In the second study (Balabanski et al., 2020), we identified stroke admissions at Alice Springs Hospital (in the Northern Territory) between 2011 and 2014 using established diagnosis codes from the International Classification of Diseases, 10th revision, Australian Modification (codes I60, I61, I62.9, I63 and I64) using all diagnosis fields (≤20). Case information from hospital records included clinical and radiological data, enabling retrospective adjudication of stroke type and etiology, as well as in-hospital deaths. This approach was far less resource intensive than “gold-standard” prospective methodology, with fewer personnel required to identify cases through administrative data sources with retrospective case evaluation. A more extended period for case ascertainment may improve case numbers for minority groups (i.e., Aboriginal people with stroke), as demonstrated in this study where 74 Aboriginal people with first-ever stroke were identified during the four-year study period, despite a similar population denominator of Aboriginal patients to that in the first study. Disadvantages of this study method included reliance on potentially inaccurate hospital coding to identify cases, and inability to identify non-hospitalized events or events within the defined population but out-of-catchment of the hospital. However, because all patients with suspected stroke in Central Australia are taken to Alice Springs Hospital, this lowers the likelihood that patients were out-of-catchment of the hospital, therefore allowing for a quasi-population-based design. Furthermore, retrospective diagnosis of stroke mimics, transient ischaemic attacks and stroke may be difficult to distinguish with certainty, depending on clinical accuracy at the time of medical record entry.

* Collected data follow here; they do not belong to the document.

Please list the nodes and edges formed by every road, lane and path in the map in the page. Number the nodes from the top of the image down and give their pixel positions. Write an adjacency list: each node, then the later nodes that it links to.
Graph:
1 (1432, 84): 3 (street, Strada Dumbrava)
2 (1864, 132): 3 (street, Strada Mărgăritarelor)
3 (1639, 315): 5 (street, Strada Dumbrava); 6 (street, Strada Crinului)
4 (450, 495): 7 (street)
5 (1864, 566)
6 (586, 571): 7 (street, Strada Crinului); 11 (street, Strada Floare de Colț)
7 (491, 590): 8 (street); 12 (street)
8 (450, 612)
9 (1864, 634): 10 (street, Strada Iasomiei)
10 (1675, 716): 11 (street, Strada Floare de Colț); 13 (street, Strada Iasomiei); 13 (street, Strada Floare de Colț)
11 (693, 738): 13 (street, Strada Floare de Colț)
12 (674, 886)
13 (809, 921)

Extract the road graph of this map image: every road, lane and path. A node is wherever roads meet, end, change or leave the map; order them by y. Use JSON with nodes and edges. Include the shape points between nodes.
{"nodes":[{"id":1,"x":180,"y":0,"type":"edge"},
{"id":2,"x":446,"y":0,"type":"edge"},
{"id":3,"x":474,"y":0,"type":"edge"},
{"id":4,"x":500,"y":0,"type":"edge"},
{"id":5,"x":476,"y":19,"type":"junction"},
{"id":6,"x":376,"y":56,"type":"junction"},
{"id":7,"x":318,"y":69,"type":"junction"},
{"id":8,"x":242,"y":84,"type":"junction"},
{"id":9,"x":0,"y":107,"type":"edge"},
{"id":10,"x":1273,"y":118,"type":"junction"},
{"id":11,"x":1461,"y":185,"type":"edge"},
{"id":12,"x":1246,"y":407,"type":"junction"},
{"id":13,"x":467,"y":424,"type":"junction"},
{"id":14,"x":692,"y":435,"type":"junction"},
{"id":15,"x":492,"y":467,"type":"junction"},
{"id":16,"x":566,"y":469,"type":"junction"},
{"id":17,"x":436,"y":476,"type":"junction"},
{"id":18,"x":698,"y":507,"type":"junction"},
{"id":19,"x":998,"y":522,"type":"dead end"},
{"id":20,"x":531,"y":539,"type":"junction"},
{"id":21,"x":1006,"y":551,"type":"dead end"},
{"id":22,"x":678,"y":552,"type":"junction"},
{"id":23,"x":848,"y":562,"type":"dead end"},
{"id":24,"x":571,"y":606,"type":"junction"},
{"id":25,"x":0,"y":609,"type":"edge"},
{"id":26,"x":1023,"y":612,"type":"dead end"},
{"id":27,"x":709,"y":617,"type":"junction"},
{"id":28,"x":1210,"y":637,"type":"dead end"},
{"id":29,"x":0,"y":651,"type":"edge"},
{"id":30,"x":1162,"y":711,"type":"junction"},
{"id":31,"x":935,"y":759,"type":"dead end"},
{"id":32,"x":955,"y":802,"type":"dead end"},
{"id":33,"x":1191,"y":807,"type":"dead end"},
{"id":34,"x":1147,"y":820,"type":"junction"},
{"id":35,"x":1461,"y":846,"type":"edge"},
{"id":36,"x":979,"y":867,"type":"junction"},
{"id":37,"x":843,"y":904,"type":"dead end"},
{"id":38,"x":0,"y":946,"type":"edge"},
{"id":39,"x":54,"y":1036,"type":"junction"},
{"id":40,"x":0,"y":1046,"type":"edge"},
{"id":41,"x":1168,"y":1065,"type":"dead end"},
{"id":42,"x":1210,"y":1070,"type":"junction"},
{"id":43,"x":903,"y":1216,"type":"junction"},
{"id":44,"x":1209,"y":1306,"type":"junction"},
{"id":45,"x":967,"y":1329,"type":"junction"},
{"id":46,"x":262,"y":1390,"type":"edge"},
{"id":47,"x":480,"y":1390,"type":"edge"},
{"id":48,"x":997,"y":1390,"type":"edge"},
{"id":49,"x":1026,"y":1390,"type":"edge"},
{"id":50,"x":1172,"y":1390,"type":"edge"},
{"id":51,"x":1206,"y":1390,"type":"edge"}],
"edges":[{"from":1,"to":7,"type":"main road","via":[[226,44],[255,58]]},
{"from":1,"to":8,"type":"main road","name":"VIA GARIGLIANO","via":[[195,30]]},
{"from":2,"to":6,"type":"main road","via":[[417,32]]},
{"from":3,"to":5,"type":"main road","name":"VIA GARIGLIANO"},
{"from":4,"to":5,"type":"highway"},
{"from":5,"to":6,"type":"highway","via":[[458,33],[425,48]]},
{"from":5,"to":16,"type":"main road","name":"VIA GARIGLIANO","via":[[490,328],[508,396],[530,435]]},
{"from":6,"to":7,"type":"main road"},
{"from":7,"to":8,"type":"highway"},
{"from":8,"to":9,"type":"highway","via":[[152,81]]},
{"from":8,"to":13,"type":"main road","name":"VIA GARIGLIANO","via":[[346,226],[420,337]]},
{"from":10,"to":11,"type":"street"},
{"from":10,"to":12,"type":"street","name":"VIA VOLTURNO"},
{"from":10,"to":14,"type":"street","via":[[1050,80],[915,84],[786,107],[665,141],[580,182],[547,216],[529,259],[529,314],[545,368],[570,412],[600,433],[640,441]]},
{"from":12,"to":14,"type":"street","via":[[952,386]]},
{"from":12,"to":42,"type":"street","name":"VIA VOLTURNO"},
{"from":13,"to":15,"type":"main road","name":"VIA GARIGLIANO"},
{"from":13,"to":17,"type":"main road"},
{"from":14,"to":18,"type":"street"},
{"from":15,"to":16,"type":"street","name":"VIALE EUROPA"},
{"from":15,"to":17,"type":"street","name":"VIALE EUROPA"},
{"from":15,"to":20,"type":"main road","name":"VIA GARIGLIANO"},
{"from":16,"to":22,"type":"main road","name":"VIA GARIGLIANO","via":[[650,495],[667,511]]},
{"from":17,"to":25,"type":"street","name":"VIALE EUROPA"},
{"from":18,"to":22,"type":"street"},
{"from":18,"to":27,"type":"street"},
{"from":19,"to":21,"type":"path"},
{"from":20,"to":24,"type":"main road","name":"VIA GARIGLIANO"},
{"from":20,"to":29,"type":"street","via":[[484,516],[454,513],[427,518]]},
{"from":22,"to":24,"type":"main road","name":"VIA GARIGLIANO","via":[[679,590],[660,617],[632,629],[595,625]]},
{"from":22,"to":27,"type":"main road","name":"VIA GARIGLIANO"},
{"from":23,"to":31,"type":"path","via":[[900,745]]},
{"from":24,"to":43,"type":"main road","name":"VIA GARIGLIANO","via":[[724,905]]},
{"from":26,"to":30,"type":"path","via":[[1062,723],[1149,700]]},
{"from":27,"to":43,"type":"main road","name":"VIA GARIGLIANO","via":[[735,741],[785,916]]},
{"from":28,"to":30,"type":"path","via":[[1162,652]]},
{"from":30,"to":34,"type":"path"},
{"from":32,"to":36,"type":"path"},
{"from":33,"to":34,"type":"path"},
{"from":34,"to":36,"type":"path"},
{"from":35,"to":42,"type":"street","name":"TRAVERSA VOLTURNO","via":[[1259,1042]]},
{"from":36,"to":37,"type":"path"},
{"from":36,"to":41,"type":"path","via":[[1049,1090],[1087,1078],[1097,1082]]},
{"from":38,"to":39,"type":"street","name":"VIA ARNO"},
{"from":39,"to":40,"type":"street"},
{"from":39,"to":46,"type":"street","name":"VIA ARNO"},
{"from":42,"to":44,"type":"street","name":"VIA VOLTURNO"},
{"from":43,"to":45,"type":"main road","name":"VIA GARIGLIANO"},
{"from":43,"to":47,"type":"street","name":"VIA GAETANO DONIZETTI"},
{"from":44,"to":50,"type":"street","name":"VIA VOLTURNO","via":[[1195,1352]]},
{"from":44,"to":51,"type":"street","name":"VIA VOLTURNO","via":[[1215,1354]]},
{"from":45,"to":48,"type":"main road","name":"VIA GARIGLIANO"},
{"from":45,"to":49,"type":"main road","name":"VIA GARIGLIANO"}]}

The third study (Balabanski et al., 2023), comprising whole-of-population, person-linked hospitalization and death registry data from three jurisdictions (home to ~20% of Australia's Aboriginal population) enabled capture of the largest number of Aboriginal people with stroke (n = 675), including fatal and non-fatal cases. This provided insights into stroke incidence by sex, jurisdiction, remoteness of residence and stroke type. Broad geographic coverage minimized the chance of missing events in a potentially mobile population. However, this approach was limited by the lack of clinical details leading to potential inaccuracies in demographic details and a lack of specificity in stroke type coding, especially for out-of-hospital fatal events. Additionally, as stroke events may have occurred in individuals prior to the lookback period, there is potential to overestimate incident events. Finally, non-hospitalized non-fatal events cannot be identified using this approach, although this likely represents a minority of stroke cases (<1%) in Australia (Katzenellenbogen et al., 2010).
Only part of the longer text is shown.